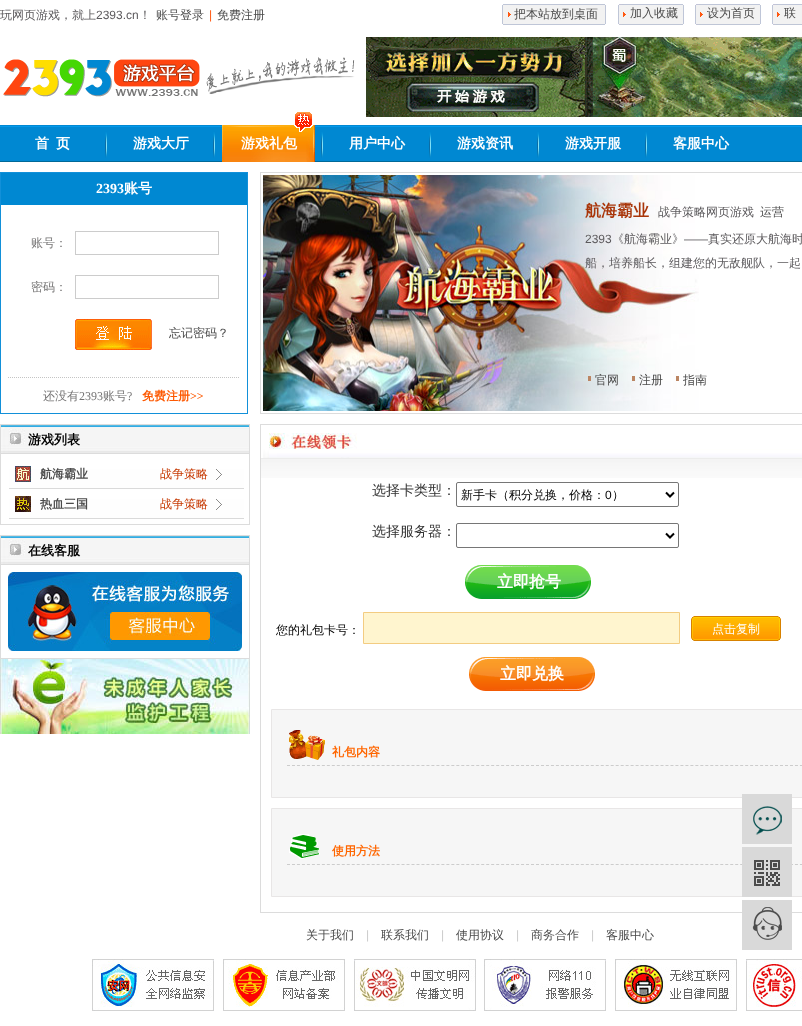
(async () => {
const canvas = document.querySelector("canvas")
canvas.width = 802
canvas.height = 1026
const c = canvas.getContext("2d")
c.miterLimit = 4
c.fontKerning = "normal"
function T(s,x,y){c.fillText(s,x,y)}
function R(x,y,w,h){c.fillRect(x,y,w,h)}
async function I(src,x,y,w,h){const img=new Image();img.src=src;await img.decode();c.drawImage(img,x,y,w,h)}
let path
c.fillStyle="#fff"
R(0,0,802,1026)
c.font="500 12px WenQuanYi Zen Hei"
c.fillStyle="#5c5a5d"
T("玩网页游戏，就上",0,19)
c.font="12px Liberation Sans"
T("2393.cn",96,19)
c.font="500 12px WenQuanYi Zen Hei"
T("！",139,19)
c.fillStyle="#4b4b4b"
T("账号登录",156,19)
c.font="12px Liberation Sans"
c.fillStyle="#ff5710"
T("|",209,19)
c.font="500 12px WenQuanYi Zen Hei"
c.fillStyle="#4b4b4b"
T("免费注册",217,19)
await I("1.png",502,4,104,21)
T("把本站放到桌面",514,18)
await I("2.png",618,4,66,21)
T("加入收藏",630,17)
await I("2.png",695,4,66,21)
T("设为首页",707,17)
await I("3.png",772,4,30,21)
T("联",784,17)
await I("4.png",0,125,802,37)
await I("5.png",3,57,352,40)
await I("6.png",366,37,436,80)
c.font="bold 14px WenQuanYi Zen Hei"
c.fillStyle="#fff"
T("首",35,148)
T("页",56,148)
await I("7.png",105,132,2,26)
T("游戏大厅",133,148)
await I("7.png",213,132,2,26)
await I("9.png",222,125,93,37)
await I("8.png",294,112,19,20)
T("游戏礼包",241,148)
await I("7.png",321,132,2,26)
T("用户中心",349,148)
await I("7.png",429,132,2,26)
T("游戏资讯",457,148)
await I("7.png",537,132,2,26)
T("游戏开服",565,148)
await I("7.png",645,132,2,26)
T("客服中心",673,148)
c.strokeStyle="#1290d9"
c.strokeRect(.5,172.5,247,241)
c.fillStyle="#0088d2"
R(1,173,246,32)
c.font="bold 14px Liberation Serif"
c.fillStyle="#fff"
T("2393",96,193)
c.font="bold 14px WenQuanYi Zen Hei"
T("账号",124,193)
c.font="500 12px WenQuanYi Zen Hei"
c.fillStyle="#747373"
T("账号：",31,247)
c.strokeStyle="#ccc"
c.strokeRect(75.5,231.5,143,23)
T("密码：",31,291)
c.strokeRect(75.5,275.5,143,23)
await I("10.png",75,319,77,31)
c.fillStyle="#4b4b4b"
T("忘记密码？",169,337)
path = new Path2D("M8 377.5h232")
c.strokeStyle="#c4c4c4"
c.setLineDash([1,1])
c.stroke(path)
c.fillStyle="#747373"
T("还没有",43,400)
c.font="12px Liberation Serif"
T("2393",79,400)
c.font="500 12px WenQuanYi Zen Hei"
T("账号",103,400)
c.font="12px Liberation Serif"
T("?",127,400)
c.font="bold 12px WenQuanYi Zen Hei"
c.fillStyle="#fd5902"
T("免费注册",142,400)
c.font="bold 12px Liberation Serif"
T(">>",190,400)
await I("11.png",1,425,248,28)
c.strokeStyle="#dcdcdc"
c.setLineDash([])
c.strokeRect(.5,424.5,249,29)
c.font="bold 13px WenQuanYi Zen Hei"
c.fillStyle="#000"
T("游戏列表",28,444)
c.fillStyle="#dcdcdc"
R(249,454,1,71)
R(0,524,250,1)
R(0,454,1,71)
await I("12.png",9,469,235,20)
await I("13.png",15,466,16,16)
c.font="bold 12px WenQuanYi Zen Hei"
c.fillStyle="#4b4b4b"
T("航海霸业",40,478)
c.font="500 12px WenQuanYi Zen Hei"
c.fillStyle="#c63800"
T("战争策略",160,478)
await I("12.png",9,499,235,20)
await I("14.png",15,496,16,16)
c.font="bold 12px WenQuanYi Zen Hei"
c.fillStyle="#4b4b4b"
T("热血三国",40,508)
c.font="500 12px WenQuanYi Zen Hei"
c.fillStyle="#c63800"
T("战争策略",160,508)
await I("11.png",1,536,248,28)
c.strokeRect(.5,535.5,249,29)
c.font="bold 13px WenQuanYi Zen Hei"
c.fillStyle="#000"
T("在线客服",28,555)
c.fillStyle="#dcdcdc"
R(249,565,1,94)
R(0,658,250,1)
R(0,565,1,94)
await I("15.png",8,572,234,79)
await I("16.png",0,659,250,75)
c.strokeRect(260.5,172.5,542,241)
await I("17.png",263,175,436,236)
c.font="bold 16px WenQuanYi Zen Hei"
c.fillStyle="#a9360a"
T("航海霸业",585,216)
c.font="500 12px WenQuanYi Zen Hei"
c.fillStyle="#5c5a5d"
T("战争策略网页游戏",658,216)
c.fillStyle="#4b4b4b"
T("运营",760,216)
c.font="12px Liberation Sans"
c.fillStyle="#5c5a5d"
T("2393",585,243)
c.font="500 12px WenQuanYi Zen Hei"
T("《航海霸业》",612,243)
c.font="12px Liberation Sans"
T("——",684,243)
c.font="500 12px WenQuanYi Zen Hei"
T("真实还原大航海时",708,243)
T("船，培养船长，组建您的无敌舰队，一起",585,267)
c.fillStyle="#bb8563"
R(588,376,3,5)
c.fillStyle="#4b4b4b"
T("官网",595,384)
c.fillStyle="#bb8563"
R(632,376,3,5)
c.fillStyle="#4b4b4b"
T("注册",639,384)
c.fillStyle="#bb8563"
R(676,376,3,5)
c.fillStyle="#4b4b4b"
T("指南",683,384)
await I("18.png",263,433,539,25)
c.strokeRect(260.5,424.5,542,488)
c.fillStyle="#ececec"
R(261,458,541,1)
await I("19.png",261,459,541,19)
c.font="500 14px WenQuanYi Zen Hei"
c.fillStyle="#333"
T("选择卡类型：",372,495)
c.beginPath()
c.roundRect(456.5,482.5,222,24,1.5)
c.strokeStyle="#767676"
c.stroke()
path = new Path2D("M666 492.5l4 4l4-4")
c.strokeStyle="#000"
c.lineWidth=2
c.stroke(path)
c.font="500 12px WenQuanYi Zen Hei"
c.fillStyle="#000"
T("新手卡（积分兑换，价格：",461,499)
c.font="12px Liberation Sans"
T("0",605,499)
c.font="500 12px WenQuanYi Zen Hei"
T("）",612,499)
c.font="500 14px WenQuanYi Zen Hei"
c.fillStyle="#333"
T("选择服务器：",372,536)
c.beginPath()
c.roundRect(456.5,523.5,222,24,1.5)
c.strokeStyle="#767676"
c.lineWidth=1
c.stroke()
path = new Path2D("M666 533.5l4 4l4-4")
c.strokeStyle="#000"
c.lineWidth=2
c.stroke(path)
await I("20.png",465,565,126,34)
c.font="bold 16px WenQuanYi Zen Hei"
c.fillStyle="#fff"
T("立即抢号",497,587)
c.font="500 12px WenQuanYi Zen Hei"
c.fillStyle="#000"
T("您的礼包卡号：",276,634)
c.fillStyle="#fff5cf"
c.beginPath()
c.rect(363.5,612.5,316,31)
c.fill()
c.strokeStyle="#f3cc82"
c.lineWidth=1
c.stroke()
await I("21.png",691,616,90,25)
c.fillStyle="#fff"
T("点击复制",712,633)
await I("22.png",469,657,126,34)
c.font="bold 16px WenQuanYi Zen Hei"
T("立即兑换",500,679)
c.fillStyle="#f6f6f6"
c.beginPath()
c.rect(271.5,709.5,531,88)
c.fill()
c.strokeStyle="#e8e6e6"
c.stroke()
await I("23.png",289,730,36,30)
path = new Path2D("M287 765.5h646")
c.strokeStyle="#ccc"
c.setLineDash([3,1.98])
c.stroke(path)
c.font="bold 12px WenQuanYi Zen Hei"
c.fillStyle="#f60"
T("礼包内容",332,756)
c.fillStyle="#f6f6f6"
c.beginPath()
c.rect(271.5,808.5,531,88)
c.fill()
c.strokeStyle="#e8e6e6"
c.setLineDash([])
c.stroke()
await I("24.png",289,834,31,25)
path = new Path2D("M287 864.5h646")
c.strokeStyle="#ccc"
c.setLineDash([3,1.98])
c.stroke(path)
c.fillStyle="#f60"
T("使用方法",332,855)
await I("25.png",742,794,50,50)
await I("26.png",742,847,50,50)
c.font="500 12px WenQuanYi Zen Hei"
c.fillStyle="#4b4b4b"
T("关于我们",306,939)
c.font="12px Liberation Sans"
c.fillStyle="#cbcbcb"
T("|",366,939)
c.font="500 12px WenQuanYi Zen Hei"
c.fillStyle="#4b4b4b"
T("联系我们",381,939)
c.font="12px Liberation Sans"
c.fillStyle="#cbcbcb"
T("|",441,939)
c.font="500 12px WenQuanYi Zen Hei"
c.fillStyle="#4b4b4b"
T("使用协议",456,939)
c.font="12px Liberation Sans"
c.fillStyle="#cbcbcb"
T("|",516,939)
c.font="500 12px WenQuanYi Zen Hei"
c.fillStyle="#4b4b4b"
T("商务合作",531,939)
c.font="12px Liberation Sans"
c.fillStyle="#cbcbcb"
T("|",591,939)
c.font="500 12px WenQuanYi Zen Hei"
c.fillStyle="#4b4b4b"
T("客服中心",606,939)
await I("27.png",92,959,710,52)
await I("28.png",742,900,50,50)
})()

***

INSTRUCTIONS TO FOLLOW: For each line in the data that contains the string "const", give a copy of that line.

PROBLEM SOLUTION:
const canvas = document.querySelector("canvas")
const c = canvas.getContext("2d")
async function I(src,x,y,w,h){const img=new Image();img.src=src;await img.decode();c.drawImage(img,x,y,w,h)}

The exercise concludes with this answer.